Gain a firm practical understanding of how to secure your Linux system from intruders, malware attacks, and other cyber threats

Key Features

• Discover security techniques to prevent malware from infecting a Linux system, and detect it
• Prevent unauthorized people from breaking into a Linux system
• Protect important and sensitive data from being revealed to unauthorized persons

Book Description

The third edition of Mastering Linux Security and Hardening is an updated, comprehensive introduction to implementing the latest Linux security measures, using the latest versions of Ubuntu and AlmaLinux.

In this new edition, you will learn how to set up a practice lab, create user accounts with appropriate privilege levels, protect sensitive data with permissions settings and encryption, and configure a firewall with the newest firewall technologies. You'll also explore how to use sudo to set up administrative accounts with only the privileges required to do a specific job, and you'll get a peek at the new sudo features that have been added over the past couple of years. You'll also see updated information on how to set up a local certificate authority for both Ubuntu and AlmaLinux, as well as how to automate system auditing. Other important skills that you'll learn include how to automatically harden systems with OpenSCAP, audit systems with auditd, harden the Linux kernel configuration, protect your systems from malware, and perform vulnerability scans of your systems. As a bonus, you'll see how to use Security Onion to set up an Intrusion Detection System.

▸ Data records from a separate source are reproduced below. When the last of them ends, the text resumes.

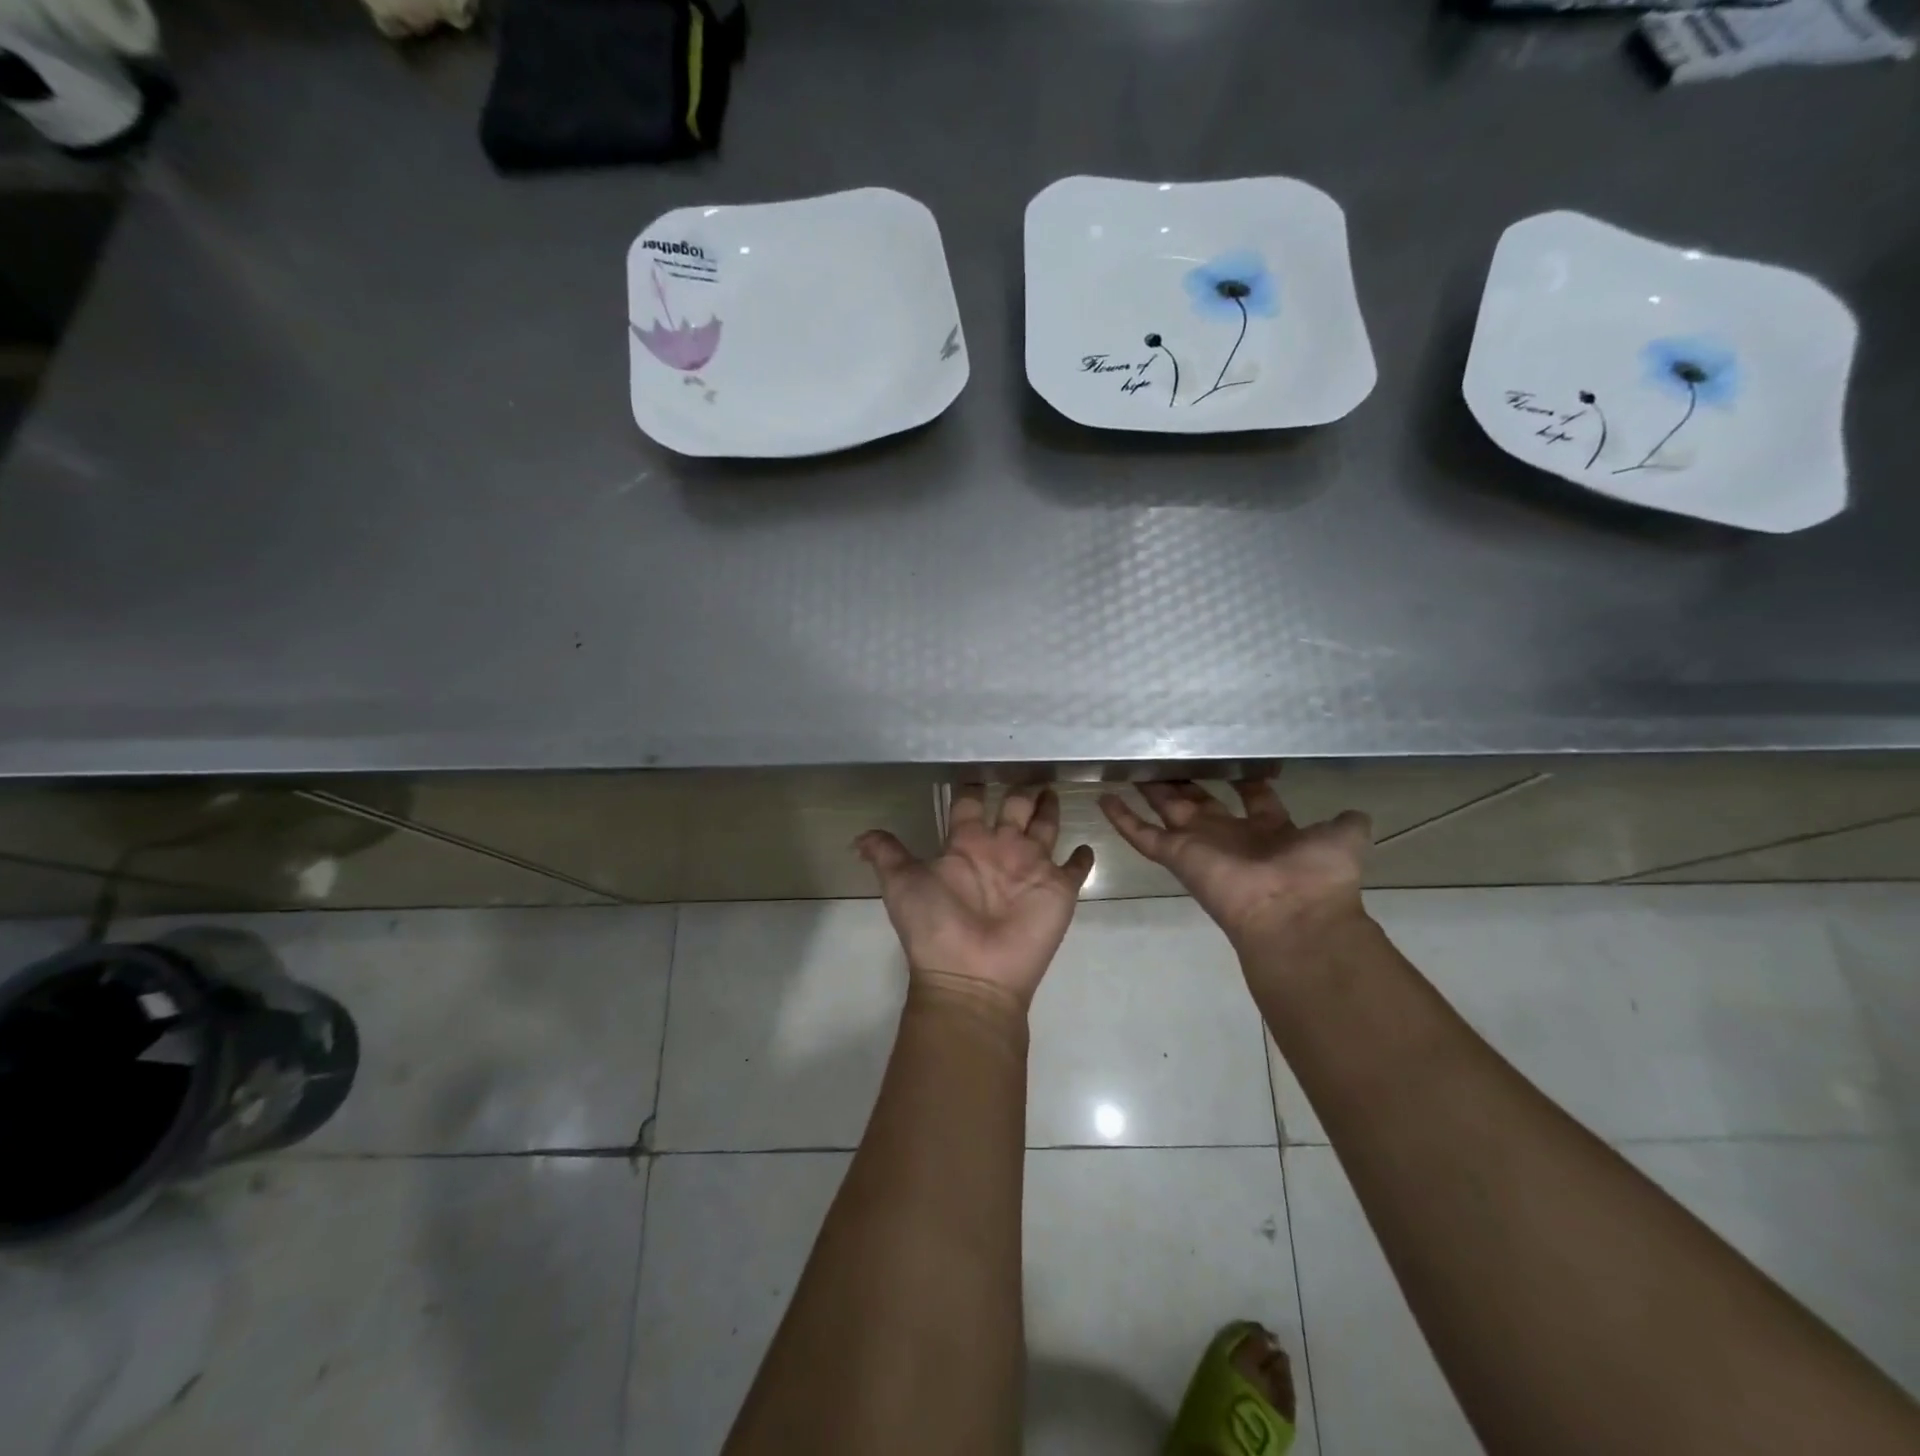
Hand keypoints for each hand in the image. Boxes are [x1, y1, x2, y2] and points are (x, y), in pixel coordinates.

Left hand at [857, 786, 1094, 1010]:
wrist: (970, 974)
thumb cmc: (936, 926)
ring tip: (1052, 789)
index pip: (969, 805)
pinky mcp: (1059, 889)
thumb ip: (886, 854)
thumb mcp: (901, 883)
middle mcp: (1000, 850)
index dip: (972, 787)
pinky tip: (1085, 846)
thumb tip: (858, 838)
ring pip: (1045, 828)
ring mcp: (1031, 868)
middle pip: (1013, 809)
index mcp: (965, 845)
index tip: (978, 764)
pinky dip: (1082, 857)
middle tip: (1030, 765)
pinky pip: (1076, 867)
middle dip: (1020, 791)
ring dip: (1049, 810)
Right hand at [1099, 781, 1369, 954]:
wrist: (1292, 915)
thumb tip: (1356, 813)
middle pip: (1201, 801)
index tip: (1232, 757)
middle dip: (1186, 780)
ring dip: (1151, 791)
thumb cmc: (1316, 876)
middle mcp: (1231, 835)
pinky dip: (1122, 818)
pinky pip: (1142, 835)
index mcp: (1268, 829)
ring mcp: (1199, 845)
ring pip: (1167, 811)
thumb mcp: (1343, 840)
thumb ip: (1345, 824)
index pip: (1252, 796)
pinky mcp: (1176, 856)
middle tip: (1168, 754)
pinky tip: (1104, 797)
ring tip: (1132, 766)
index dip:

By the end of this new edition, you will confidently be able to set up a Linux server that will be secure and harder for malicious actors to compromise.

What you will learn

• Prevent malicious actors from compromising a production Linux system
• Leverage additional features and capabilities of Linux in this new version
• Use locked-down home directories and strong passwords to create user accounts
• Prevent unauthorized people from breaking into a Linux system
• Configure file and directory permissions to protect sensitive data
• Harden the Secure Shell service in order to prevent break-ins and data loss
• Apply security templates and set up auditing

Who this book is for

This book is for Linux administrators, system administrators, and network engineers interested in securing moderate to complex Linux environments. Security consultants looking to enhance their Linux security skills will also find this book useful. Working experience with the Linux command line and package management is necessary to understand the concepts covered in this book.

Table of Contents

1. Running Linux in a Virtual Environment
2. Securing Administrative User Accounts
3. Securing Normal User Accounts
4. Securing Your Server with a Firewall - Part 1
5. Securing Your Server with a Firewall - Part 2
6. Encryption Technologies
7. SSH Hardening
8. Mastering Discretionary Access Control
9. Access Control Lists and Shared Directory Management
10. Implementing Mandatory Access Control with SELinux and AppArmor
11. Kernel Hardening and Process Isolation
12. Scanning, Auditing and Hardening
13. Logging and Log Security
14. Vulnerability Scanning and Intrusion Detection
15. Prevent Unwanted Programs from Running
16. Security Tips & Tricks for the Busy Bee

About the Author

Donald A. Tevault - but you can call him Donnie - got involved with Linux way back in 2006, and has been working with it ever since. He holds the Linux Professional Institute Level 3-Security certification, and the GIAC Incident Handler certification. Donnie is a professional Linux trainer, and thanks to the magic of the internet, teaches Linux classes literally the world over from the comfort of his living room. He's also a Linux security researcher for an IoT security company.